Come accade che una ragazza cresciuta con otto fratelli e sorelle nel Sud degli Stati Uniti, in una casa dove, di domenica, «attorno al tavolo della sala da pranzo, ci sono più persone di quante ce ne siano nel Partito comunista nello stato del Kentucky», finisca a vivere in una stanza in affitto (condivisa «con un giovane omosessuale del Kentucky dalle guance rosse») nel losco Hotel Schuyler, West 45th Street, Manhattan? E come succede, poi, che in quegli anni Quaranta e ancora di più dopo la guerra, quella ragazza non solo entri nel cuore di New York, ma la conquisti, almeno culturalmente parlando?
Per scoprirlo bisogna leggere Notti insonni (Blackie Edizioni), una specie di memoir/romanzo/saggio in cui Elizabeth Hardwick (1916-2007), ormai all'apice della sua carriera di scrittrice, saggista e, soprattutto, guru della critica letteraria americana, si racconta, dall'adolescenza nel Sud all'arrivo a New York e oltre, in giro per il mondo, fra l'Italia, l'Olanda, la Turchia, e poi su e giù per gli Stati Uniti, l'Iowa, Boston, il Maine. Notti insonni è il suo romanzo più famoso; quando viene pubblicato, nel 1979, Robert Lowell è morto da due anni. Il poeta è stato l'amore della sua vita, un amore totale, tormentato, difficile, interrotto e poi recuperato in extremis, come in un feuilleton, come testimoniano le decine di lettere che i due amanti si sono scambiati per anni (raccolte in italiano in Scrivere lettere è sempre pericoloso, Adelphi, 2014). Eppure, nelle Notti insonni di Elizabeth il nome di Lowell non appare mai, anche se si intravede a tratti, per esempio quando vanno ad abitare a Boston, la città di lui, che è un figlio dei «bramini», l'aristocrazia della città più aristocratica d'America.

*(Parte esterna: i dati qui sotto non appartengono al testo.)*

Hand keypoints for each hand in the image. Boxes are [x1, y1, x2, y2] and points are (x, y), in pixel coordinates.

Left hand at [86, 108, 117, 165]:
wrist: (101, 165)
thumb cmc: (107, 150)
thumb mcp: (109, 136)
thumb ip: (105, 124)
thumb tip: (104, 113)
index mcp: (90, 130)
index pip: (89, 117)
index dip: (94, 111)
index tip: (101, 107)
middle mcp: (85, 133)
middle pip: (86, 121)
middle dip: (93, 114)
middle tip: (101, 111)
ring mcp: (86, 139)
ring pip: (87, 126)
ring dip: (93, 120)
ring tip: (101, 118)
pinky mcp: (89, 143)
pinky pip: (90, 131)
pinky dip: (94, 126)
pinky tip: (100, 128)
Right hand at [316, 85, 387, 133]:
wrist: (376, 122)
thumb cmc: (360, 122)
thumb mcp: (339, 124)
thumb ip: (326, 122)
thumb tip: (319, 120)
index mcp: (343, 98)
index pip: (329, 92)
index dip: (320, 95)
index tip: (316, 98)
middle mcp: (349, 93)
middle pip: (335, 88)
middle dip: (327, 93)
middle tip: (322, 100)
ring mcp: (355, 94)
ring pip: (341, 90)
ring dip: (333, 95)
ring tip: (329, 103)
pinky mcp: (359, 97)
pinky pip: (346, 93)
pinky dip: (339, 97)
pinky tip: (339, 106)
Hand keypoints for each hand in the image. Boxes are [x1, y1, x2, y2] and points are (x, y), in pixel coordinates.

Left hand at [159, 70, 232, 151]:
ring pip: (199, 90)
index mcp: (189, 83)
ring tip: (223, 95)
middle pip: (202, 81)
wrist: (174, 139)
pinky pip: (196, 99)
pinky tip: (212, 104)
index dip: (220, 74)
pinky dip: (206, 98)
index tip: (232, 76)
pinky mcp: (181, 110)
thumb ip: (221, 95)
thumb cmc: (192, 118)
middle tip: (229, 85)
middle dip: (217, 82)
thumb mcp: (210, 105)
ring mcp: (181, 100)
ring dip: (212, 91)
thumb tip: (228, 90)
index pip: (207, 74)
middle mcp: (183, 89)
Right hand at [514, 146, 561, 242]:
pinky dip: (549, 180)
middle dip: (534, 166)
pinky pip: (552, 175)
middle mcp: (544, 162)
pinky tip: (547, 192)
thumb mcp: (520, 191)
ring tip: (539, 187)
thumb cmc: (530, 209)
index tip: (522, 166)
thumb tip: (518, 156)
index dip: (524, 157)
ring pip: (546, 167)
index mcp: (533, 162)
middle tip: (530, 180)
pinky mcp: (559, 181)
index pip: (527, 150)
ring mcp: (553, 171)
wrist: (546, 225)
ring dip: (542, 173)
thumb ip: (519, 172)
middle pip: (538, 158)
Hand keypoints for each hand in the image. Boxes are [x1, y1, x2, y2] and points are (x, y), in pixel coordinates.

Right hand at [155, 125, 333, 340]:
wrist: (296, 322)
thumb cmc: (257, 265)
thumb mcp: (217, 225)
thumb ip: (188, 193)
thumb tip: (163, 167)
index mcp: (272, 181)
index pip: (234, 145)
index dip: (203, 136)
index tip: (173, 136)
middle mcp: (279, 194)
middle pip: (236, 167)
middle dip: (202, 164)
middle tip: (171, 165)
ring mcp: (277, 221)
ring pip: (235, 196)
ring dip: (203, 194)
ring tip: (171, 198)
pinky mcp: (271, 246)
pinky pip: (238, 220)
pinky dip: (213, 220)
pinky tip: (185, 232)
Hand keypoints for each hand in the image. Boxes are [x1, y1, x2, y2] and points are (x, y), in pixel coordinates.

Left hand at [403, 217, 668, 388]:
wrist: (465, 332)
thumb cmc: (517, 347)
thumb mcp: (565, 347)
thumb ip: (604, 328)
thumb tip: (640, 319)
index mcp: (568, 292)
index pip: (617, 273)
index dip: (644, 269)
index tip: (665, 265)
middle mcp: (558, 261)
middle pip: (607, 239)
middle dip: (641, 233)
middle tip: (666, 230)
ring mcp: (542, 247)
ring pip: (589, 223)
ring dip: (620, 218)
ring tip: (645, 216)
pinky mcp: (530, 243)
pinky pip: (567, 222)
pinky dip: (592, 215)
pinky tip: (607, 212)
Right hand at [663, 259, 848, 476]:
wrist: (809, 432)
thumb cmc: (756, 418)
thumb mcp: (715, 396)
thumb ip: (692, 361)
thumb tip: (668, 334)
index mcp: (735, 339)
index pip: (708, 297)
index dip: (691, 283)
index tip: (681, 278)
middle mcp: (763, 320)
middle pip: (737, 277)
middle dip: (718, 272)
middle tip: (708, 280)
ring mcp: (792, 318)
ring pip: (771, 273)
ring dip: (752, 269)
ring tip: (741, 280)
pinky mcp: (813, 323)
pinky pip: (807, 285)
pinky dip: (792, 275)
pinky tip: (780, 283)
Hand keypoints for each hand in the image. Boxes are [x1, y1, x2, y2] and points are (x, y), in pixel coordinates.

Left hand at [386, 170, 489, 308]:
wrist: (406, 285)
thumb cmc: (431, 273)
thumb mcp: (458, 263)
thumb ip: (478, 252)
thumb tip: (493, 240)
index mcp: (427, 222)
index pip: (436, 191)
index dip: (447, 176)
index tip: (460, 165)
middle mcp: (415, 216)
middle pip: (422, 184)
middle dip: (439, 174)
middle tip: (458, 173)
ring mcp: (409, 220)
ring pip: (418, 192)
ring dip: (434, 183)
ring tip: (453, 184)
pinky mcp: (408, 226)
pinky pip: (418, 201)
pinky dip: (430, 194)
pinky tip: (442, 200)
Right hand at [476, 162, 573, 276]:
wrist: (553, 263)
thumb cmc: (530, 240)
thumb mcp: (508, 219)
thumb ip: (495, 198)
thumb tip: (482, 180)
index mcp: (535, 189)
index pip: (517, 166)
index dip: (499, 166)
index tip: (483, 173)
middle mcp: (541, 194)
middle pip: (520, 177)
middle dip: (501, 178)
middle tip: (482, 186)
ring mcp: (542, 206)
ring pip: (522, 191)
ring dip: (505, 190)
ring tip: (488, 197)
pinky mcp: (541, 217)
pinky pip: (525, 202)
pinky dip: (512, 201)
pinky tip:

Fra tira e molla, passione e depressione, Hardwick e Lowell sono tra i fondatori della New York Review of Books, nel 1963. La loro cerchia di amicizie comprende Elizabeth Bishop, Philip Roth, Mary McCarthy. Elizabeth, fra i due è la vagabonda, eppure è Lowell a provocare un vero crepaccio nel rapporto, quando si trasferisce in Inghilterra per lavoro e inizia un lungo affair a ostacoli con l'affascinante Lady Caroline Blackwood, scrittrice, ex moglie di Lucien Freud, erede della fortuna della birra Guinness. Il problema non è poi la relazione in sé, è che nell'opera Il delfino Lowell mette in poesia (insomma, sputtana) le reazioni di Elizabeth, ciò che ha scritto nelle sue lettere in quegli anni di sofferenza e separazione. Il delfino prende un Pulitzer, ma è uno scandalo, e suscita tutta la rabbia di Elizabeth (la vicenda è ricostruita in The Dolphin Letters 1970-1977, Farrar Straus & Giroux, 2019). «Tutto geme sotto il tradimento» scrive lei in Notti insonni, fra un incontro con Billie Holiday e i moltissimi ritratti di donne «normali», signore delle pulizie, ricche divorziate, ragazzine adescate al cinema, prostitute, giovani annoiate, la madre «mareale»... La prefazione è un articolo scritto da Joan Didion nel '79, e non a caso: c'è una risonanza fra il suo stile e quello di queste notti insonni, le Sleepless Nights che evocano il jazz, i palazzi degli artisti, uomini bellissimi, fughe, roulotte, carceri statali ed esistenziali, il padre idraulico, le corse dei cavalli. «A volte nutro risentimento verso il glossario, la concordanza della verità, che molti attribuiscono alla mia vita vera». Il problema sono i ricordi, che a volte tradiscono, a volte intrappolano, altre ancora sono un ostacolo, o un santuario.
E nessuno sa «cosa ricordare o fingere di ricordare», nessuno sa districarsi nella ragnatela, e allora non resta che aggrapparsi a qualche nodo, rievocare certe voci, quelle con cui parlare, parlare e parlare, durante le proprie notti insonni.